Publications
Current Expected Credit Losses and Consumer Loans, with Joao Granja,
Journal of Accounting & Economics, 101781
We use data from TransUnion, a large U.S. credit bureau covering millions of individual consumer loans, to examine the transition to the Current Expected Credit Loss (CECL) accounting standard and to provide novel evidence about the impact that raising reserve requirements has on banks' pricing and lending decisions in the U.S. consumer lending market. We find that greater reserve requirements following the adoption of CECL induce a statistically significant but economically moderate increase in loan interest rates. The effects are more pronounced for weakly-capitalized banks and even more so for underprivileged individuals borrowing from weakly-capitalized banks.

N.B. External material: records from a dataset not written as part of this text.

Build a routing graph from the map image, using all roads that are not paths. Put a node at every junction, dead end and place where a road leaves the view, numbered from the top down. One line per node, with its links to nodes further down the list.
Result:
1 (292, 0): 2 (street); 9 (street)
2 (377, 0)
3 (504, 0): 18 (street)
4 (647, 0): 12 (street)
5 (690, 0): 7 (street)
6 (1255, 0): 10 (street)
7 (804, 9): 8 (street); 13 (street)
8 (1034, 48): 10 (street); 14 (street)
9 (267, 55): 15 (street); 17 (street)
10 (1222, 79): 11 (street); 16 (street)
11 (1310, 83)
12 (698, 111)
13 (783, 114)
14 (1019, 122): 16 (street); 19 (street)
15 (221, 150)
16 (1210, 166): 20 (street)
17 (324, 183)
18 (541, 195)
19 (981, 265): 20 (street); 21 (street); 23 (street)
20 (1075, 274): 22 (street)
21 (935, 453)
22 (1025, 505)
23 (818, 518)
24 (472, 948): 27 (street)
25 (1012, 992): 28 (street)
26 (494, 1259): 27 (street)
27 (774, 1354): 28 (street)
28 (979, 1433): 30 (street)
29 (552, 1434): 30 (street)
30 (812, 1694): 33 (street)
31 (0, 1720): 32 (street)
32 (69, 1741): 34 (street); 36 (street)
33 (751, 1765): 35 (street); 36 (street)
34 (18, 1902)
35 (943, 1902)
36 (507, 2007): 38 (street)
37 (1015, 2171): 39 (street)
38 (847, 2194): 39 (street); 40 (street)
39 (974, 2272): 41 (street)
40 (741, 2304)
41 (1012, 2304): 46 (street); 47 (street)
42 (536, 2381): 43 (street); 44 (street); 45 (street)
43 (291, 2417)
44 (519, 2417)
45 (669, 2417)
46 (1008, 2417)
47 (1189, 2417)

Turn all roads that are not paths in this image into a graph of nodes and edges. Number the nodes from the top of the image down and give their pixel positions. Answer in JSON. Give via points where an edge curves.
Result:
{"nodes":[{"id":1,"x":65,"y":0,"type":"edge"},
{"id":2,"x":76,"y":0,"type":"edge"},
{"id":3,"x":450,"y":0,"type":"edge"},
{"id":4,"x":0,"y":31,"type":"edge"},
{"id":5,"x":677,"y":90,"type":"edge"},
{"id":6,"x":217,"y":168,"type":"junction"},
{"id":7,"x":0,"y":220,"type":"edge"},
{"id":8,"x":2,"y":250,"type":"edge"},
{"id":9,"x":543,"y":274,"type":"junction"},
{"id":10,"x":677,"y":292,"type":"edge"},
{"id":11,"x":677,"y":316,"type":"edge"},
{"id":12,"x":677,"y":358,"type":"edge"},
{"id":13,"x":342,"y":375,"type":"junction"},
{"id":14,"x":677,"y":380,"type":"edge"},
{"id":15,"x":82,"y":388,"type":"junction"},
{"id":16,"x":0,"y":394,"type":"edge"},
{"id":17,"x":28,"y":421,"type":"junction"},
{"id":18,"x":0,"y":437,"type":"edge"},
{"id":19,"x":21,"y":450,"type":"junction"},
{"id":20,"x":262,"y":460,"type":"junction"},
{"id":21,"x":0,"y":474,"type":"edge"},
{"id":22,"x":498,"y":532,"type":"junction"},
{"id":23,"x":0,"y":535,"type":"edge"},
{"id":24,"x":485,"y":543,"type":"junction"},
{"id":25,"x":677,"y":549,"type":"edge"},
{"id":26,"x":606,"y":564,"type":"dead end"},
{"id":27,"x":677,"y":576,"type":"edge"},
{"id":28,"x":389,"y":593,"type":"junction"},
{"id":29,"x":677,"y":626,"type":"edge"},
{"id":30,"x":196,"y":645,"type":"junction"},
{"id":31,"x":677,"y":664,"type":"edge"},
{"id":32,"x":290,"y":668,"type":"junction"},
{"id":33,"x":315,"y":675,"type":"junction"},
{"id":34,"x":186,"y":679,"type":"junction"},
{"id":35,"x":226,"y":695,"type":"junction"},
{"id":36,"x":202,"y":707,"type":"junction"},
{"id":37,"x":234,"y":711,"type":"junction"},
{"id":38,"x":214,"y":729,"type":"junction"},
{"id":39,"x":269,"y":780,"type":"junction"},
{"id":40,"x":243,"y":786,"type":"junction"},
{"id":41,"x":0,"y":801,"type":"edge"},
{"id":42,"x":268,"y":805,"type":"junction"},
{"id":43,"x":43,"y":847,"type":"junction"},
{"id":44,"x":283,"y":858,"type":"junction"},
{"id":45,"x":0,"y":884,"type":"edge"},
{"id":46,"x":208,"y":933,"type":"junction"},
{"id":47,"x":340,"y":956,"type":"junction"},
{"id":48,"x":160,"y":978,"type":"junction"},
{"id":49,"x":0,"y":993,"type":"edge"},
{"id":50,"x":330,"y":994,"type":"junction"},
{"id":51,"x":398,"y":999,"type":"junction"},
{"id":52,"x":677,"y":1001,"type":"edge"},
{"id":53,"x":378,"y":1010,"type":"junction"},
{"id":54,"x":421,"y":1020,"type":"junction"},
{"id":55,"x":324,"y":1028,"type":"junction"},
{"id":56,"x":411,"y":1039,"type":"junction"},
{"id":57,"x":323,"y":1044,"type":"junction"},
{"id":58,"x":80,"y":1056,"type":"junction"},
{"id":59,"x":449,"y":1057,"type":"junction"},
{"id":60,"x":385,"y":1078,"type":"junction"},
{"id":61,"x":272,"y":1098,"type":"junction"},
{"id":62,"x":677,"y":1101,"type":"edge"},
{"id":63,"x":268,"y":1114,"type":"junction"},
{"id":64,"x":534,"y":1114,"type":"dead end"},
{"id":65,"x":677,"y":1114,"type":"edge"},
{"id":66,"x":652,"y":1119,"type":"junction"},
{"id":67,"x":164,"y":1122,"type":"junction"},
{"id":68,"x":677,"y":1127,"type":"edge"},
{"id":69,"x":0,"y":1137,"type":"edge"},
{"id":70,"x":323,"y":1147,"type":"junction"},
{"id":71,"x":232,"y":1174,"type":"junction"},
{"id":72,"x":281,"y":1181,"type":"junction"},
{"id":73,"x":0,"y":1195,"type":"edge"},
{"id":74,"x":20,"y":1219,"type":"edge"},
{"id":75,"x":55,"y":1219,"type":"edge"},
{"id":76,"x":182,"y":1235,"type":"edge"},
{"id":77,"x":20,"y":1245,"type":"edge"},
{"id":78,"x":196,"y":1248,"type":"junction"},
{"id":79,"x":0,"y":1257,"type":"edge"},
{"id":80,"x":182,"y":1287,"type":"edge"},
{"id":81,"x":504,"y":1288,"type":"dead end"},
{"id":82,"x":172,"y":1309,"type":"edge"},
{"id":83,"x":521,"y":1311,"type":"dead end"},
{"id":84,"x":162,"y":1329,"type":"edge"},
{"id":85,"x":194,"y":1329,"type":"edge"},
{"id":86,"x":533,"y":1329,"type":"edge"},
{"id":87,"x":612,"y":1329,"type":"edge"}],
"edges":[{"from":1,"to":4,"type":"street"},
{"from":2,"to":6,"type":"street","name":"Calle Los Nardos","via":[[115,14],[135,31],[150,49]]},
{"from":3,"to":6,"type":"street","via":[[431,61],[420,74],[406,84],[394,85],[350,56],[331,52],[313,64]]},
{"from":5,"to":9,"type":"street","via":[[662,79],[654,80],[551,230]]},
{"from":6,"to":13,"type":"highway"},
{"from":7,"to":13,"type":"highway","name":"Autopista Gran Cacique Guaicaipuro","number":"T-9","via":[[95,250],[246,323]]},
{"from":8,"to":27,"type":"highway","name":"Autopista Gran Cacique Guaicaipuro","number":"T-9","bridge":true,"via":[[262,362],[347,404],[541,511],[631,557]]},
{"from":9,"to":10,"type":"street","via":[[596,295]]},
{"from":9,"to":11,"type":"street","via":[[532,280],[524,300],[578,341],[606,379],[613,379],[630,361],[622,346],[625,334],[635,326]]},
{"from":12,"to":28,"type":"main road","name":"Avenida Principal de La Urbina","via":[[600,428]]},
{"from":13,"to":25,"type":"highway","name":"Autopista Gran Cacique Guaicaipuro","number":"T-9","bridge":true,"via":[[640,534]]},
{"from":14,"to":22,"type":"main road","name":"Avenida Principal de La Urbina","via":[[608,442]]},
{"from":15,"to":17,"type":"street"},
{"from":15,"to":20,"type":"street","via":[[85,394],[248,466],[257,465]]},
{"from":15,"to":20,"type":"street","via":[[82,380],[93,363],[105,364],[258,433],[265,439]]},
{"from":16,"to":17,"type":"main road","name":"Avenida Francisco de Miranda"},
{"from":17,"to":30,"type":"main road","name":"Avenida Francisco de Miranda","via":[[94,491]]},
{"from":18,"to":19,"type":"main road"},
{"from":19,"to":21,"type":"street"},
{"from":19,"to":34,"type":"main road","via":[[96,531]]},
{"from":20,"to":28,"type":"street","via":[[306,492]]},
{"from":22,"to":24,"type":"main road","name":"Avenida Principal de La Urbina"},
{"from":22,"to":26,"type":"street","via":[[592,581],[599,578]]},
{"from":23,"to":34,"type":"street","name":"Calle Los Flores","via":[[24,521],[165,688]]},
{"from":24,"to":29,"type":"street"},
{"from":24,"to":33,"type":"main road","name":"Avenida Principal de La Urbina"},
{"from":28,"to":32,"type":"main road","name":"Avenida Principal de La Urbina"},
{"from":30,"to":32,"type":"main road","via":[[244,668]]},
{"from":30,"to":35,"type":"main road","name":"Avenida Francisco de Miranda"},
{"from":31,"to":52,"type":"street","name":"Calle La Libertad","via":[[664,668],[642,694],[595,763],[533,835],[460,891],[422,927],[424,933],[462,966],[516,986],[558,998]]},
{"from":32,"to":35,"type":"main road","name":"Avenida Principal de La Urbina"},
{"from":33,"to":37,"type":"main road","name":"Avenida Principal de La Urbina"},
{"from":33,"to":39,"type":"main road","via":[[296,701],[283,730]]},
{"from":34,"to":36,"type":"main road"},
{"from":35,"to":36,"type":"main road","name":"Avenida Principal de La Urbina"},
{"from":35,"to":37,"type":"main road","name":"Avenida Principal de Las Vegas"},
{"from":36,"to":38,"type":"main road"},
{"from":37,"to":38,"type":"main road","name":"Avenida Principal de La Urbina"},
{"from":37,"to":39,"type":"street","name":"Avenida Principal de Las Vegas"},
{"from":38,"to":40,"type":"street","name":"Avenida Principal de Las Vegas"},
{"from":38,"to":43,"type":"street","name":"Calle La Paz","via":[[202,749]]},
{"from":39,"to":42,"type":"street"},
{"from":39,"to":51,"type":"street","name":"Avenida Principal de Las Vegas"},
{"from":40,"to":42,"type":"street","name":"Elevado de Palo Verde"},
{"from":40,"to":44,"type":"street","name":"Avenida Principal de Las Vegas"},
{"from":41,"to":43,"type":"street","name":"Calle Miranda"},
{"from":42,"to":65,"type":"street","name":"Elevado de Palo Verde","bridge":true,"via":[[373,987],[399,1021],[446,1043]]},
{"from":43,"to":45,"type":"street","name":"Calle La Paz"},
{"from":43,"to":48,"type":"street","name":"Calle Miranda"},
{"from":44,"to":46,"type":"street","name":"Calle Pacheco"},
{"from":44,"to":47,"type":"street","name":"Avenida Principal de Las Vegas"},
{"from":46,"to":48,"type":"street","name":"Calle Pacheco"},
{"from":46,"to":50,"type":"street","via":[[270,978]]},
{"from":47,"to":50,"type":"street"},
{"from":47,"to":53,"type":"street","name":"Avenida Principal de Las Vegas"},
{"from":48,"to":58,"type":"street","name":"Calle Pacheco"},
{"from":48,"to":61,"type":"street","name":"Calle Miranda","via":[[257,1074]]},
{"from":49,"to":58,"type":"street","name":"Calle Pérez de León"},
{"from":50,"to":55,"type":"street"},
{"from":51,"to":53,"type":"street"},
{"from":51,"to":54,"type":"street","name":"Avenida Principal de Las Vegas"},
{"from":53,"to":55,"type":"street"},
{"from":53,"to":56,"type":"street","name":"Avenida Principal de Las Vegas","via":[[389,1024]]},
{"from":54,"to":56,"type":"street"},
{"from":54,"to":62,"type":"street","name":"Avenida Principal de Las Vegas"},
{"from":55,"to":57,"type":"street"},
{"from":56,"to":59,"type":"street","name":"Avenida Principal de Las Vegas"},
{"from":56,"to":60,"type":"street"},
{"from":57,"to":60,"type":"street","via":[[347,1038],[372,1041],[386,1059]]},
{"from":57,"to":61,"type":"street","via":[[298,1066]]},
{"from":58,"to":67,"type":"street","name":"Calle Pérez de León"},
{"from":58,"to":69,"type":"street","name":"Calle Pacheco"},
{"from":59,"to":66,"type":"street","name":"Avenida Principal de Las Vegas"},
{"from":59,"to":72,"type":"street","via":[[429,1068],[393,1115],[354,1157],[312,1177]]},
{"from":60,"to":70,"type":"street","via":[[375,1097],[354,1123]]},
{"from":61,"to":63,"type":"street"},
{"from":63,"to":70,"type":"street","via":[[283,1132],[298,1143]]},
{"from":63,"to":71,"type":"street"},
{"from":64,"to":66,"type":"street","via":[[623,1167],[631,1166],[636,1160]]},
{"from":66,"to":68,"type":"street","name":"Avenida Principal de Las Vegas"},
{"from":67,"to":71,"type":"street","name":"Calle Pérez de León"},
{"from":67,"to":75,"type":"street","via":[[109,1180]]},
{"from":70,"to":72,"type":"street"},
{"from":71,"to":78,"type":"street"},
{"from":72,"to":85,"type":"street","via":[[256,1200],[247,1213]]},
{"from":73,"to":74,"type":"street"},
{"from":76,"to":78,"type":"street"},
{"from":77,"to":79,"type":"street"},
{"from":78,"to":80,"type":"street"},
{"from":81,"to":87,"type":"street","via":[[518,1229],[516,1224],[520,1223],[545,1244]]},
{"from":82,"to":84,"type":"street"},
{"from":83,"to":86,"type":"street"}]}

Our evidence informs the ongoing policy debate between standard setters and members of the financial industry about the potential effects of CECL on credit markets.
Data and Welfare in Credit Markets, with Mark Jansen, Constantine Yannelis, and Anthony Lee Zhang,
Journal of Financial Economics, Volume 174, December 2025, 104171
We show how to measure the welfare effects arising from increased data availability. When lenders have more data on prospective borrower costs, they can charge prices that are more aligned with these costs. This increases total social welfare and transfers surplus across borrower types. We show that under certain assumptions the magnitudes of these welfare changes can be estimated using only quantity and price data. Applying our methodology to bankruptcy flag removal, we find that in a counterfactual world where bankruptcy flags are never removed from credit reports, previously-bankrupt borrowers’ surplus decreases substantially, whereas efficiency increases only modestly.
Working Papers
The transmission of corporate tax cuts to consumer loans: Evidence from the TCJA, with Joao Granja and Arndt Weinrich,
Using data from a major U.S. credit bureau, we analyze how cuts in bank income taxation affect consumer loan interest rates and sizes. Exploiting the TCJA corporate tax cut and using tax-exempt credit unions as a control group, we find lower auto loan rates for both high- and low-credit quality borrowers. We develop a parsimonious model to identify the economic mechanisms of tax incidence in consumer credit markets. Consistent with the model, transmission to consumer interest rates is stronger for better capitalized banks, weaker for highly leveraged banks, but shows limited sensitivity to market power or selection.
R&R at Journal of Finance
This paper studies how debtors report financial information conditional on default. Exploiting audits of consumer bankruptcy filings, I show that material misstatements occur in 20-30% of audited Chapter 7 filings and are concentrated in income tied to repayment capacity and Chapter 7 eligibility. Many misstatements appear confused, yet reported means-testing income bunches below exemption thresholds and income misreporting rises with true disposable income, consistent with some strategic reporting in default. In Chapter 7 cases, audits raise (abuse) dismissals on average and generate effects that are large relative to plausibly exogenous variation in trustee strictness.